The hyperreal context

Through Christ I have become more real than I was before.
– St Paul, Letter to Reims

And it was on the road to Damascus that Saul, who resignified as Paul, encountered Christ who had died, and was made apostle, though he was not among the 12.
Acts of the Apostle

In The Perfect Crime (1996) Baudrillard talks of the disappearance of God behind the images of “the iconoclaters of Byzantium…behind each of these images, in fact, God had disappeared. He was not dead; he had disappeared. That is to say, the problem no longer even arose. It was resolved by simulation.” (Baudrillard, 1996: 5) Yet, this problem, the problem of the disappearance of God, had in fact been resolved at the very beginnings of Christianity, by the writings of Paul. For what if the text precedes the recourse to images? What if the simulation was firstly textual by Paul, and then – and only then– was the simulation by images in the simulated reality created and maintained by Paul’s letters? For the text as simulation precedes images as simulation.

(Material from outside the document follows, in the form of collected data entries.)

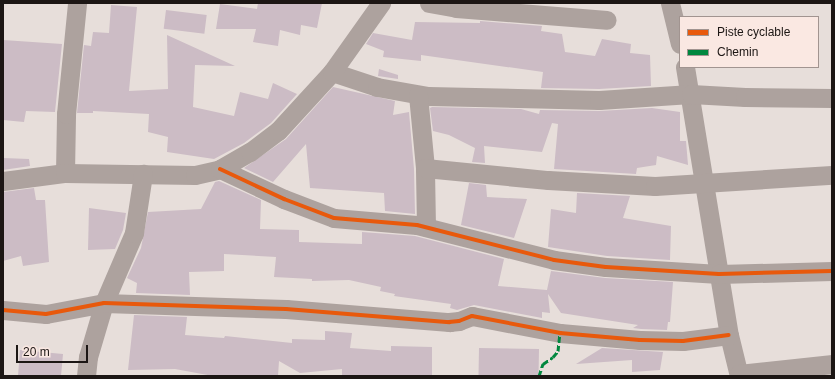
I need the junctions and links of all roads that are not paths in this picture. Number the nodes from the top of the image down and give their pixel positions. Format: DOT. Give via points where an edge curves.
graph roads {
  1 [pos="77,3"];
  2 [pos="381,3"];
  3 [pos="429,3"];
  4 [pos="670,3"];
  5 [pos="606,20"];
  6 [pos="679,40"];
  7 [pos="685,68"];
  8 [pos="332,72"];
  9 [pos="691,94"];
  10 [pos="418,95"];
  11 [pos="832,98"];
  12 [pos="425,168"];
  13 [pos="220,169"];
  14 [pos="65,173"];
  15 [pos="143,174"];
  16 [pos="832,175"];
  17 [pos="3,181"];
  18 [pos="705,184"];
  19 [pos="426,227"];
  20 [pos="832,271"];
  21 [pos="719,274"];
  22 [pos="104,303"];
  23 [pos="3,310"];
  24 [pos="730,335"];
  25 [pos="832,364"];
  26 [pos="739,375"];
  27 [pos="86,376"];
  1 -- 14 [label="street" via="66,114"];
  2 -- 8 [label="street"];
  3 -- 5 [label="street" via="456,8"];
  4 -- 6 [label="street"];
  7 -- 9 [label="street"];
  8 -- 10 [label="street" via="377,87"];
  8 -- 13 [label="street" via="278,131 250,152"];
  9 -- 10 [label="street" via="599,100"];
  9 -- 11 [label="street"];
  9 -- 18 [label="street"];
  10 -- 12 [label="street"];
  12 -- 18 [label="street" via="548,180 655,186"];
  12 -- 19 [label="street"];
  13 -- 15 [label="street" via="195,175"];
  13 -- 19 [label="street" via="284,199 334,218"];
  14 -- 15 [label="street"];
  14 -- 17 [label="street"];
  15 -- 22 [label="street" via="134,233"];
  16 -- 18 [label="street"];
  18 -- 21 [label="street"];
  19 -- 21 [label="street" via="554,260 606,267"];
  20 -- 21 [label="street"];
  21 -- 24 [label="street"];
  22 -- 23 [label="street" via="46,314"];
  22 -- 24 [label="street" via="286,309 449,322 472,316 560,333 640,340 683,341"];
  22 -- 27 [label="street" via="88,357"];
  24 -- 26 [label="street"];
  25 -- 26 [label="street"];
}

We can think of Paul’s letters as a hyper-real event, for “what constitutes an event is what breaks with all previous causality” (Baudrillard, 1996:58). That Paul can self-proclaim Apostleship is an event, and this event of the Damascus road then becomes the basis of a claimed new reality. Now, as Baudrillard reminds us, it is reality that is “produced and reproduced by illusion” (Baudrillard, 1996: 16) and this arises from the status of the world as illusion arising from its radical imperfection. For “If everything had been perfect, then the world would quite simply not exist and if, by some misfortune, it were to become so again, it would quite simply not exist anymore” (Baudrillard, 1996: 9).

The simulation, the illusion of the world, and the disappearance of God are therefore all related and come together in the hyperreal event of Saul on the road to Damascus whereupon he becomes Paul, claiming a new reality for himself and the world, a new reality that circulates as the textual event of simulation. We can now also link Paul’s own event to the preceding events of incarnation, crucifixion and resurrection that all arise from the radical imperfection of world and man. In short, it is the Christian narrative of the radical imperfection of world and man that creates the world as illusion, a radical imperfection that is narrated as a series of events that enacts the hyperreal as the founding events of Christianity and the world as illusion that eventuates.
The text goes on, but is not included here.